On ne sait pas encore - et on ne saura certainement jamais - ce que l'Orchestre de chambre McGill veut dire exactement en se proclamant «notre petit bijou orchestral». Quand même, il se présentait de nouveau sous ce slogan ridicule mardi soir, à l'occasion d'un programme de concertos pour un clavier de Bach inscrit au festival local qui porte le nom du grand compositeur.

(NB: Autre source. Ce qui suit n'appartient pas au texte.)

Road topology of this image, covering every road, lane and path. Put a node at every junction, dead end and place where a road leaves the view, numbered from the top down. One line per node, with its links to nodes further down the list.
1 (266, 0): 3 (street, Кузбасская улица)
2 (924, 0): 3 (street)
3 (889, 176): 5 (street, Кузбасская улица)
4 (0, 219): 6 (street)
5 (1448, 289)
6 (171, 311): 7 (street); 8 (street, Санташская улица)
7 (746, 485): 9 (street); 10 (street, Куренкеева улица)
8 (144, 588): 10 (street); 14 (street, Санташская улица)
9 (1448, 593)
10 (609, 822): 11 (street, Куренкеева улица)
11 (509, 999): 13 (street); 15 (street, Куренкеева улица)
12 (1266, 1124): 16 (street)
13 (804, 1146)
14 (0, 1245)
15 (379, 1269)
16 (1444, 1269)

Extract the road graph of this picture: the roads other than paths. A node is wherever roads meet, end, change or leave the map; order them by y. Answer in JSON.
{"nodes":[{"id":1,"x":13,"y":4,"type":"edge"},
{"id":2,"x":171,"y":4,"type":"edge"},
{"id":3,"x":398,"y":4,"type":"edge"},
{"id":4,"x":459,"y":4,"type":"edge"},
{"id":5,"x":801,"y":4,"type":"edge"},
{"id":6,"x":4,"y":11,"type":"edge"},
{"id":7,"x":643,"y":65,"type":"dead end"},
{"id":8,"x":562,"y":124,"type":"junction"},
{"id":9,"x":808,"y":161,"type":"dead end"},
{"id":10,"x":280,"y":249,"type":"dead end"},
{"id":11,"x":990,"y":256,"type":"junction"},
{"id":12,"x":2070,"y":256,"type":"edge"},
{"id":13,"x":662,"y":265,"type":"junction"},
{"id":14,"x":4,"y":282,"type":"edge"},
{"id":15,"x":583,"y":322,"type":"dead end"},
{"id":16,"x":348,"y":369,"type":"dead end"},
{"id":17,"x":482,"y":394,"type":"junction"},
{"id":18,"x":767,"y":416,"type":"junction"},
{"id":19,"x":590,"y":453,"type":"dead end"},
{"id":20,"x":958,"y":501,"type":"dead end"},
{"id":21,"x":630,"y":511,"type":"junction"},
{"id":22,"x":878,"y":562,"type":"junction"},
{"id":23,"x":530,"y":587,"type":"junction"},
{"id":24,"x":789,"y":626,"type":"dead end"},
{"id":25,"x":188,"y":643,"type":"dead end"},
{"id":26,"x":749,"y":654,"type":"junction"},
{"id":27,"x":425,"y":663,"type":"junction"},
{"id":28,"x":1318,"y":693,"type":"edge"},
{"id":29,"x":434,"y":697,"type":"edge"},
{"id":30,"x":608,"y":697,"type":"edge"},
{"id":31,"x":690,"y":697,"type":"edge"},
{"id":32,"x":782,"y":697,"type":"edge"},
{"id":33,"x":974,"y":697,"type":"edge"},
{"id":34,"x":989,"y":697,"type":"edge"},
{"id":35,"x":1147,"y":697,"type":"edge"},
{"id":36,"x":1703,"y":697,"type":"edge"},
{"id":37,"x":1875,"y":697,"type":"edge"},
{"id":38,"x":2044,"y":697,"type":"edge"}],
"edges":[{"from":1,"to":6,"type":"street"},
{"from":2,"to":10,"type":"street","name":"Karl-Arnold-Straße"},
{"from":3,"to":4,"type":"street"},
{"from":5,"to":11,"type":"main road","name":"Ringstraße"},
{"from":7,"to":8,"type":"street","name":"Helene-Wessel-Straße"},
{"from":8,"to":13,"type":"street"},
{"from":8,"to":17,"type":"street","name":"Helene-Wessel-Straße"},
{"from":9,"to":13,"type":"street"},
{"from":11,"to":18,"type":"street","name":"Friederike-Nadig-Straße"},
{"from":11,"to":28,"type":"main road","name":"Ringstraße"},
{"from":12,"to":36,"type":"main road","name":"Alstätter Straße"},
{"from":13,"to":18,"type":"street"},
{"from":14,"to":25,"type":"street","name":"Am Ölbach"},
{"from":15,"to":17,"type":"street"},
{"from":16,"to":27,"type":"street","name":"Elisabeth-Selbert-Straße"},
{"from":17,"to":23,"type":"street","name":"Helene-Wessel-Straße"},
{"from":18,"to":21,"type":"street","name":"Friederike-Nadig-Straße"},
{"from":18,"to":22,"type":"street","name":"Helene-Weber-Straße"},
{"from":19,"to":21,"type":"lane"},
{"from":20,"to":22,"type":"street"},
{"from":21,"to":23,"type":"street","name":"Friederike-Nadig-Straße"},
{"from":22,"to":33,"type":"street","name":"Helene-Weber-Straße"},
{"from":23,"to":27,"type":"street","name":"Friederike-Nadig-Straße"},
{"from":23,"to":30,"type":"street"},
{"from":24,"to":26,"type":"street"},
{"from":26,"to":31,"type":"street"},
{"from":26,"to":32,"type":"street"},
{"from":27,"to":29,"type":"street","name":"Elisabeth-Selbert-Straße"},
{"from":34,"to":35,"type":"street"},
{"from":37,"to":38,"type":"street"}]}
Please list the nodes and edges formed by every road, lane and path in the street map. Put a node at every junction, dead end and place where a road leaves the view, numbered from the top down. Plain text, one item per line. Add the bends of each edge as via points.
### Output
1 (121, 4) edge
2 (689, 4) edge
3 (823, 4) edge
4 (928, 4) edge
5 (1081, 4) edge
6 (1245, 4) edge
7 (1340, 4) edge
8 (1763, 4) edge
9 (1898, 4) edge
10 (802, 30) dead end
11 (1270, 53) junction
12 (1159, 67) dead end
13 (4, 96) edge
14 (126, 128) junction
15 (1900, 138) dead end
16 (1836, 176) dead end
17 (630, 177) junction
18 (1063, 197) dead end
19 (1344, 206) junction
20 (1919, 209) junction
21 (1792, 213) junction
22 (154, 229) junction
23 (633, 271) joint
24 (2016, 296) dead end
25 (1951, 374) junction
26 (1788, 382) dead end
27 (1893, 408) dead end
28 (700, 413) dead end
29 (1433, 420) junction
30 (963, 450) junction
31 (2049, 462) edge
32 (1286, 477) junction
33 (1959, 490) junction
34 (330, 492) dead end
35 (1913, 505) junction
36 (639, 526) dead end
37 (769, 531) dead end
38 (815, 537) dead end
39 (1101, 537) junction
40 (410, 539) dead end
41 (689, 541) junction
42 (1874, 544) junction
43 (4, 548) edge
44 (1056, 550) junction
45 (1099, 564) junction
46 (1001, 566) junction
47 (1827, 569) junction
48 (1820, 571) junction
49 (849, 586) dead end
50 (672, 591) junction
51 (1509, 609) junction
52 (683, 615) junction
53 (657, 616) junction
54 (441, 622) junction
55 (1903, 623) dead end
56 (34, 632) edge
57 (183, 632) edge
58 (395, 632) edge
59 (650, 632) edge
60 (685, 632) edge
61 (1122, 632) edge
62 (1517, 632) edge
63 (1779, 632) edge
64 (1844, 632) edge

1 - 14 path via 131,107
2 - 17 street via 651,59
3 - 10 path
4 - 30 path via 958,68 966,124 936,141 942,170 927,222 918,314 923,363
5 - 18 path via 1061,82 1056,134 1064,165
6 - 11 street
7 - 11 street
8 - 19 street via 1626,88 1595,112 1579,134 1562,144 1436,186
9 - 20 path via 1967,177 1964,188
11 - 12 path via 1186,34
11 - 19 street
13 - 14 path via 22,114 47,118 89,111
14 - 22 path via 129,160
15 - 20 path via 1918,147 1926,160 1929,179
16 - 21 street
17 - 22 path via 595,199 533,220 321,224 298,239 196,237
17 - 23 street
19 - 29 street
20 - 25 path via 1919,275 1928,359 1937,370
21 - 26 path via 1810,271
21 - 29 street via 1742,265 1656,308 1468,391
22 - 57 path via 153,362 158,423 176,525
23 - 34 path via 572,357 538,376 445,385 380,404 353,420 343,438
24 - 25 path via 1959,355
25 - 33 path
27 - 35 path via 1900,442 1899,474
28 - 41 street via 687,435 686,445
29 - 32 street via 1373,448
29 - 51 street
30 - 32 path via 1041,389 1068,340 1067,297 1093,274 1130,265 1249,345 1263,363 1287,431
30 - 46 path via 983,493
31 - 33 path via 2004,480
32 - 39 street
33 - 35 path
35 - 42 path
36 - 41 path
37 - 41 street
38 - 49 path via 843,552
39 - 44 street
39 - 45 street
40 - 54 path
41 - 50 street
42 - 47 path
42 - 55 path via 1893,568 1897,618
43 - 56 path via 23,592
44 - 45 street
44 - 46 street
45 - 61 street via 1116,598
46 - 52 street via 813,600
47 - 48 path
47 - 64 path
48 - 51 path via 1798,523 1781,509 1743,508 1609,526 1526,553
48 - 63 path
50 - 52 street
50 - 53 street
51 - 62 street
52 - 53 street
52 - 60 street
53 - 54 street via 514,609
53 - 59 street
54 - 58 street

La publicité parlait d'une «intégrale», ce qui signifie, selon les spécialistes, au moins sept concertos que Bach destina au «clavier», c'est-à-dire, indifféremment, au clavecin qu'il connaissait et au piano qu'il vit naître. Le même nombre figurait dans les notes de programme: sept concertos pour un clavier. Or, le concert n'en comptait plus que six. En même temps, on avait cessé de parler d'«intégrale»... Autrement dit, on avait promis une intégrale, mais on ne la donnait pas.

Ne nous plaignons pas. Ce que nous avons entendu suffisait amplement: un concert qui a duré deux heures et demie, avec non pas un mais deux entractes, lesquels furent peut-être les moments les plus rassurants de toute la soirée.

Soirée pénible, en vérité. Le malaise tient d'abord à un sérieux problème d'équilibre. Trônant à l'avant-scène, un grand piano de concert éclipse à peu près complètement le petit orchestre de 16 musiciens qu'on ne distingue qu'en partie et d'où nous parvient un son qu'il faut bien qualifier de miteux. Disons donc les choses telles qu'elles sont: le «petit bijou» fait vraiment pitié.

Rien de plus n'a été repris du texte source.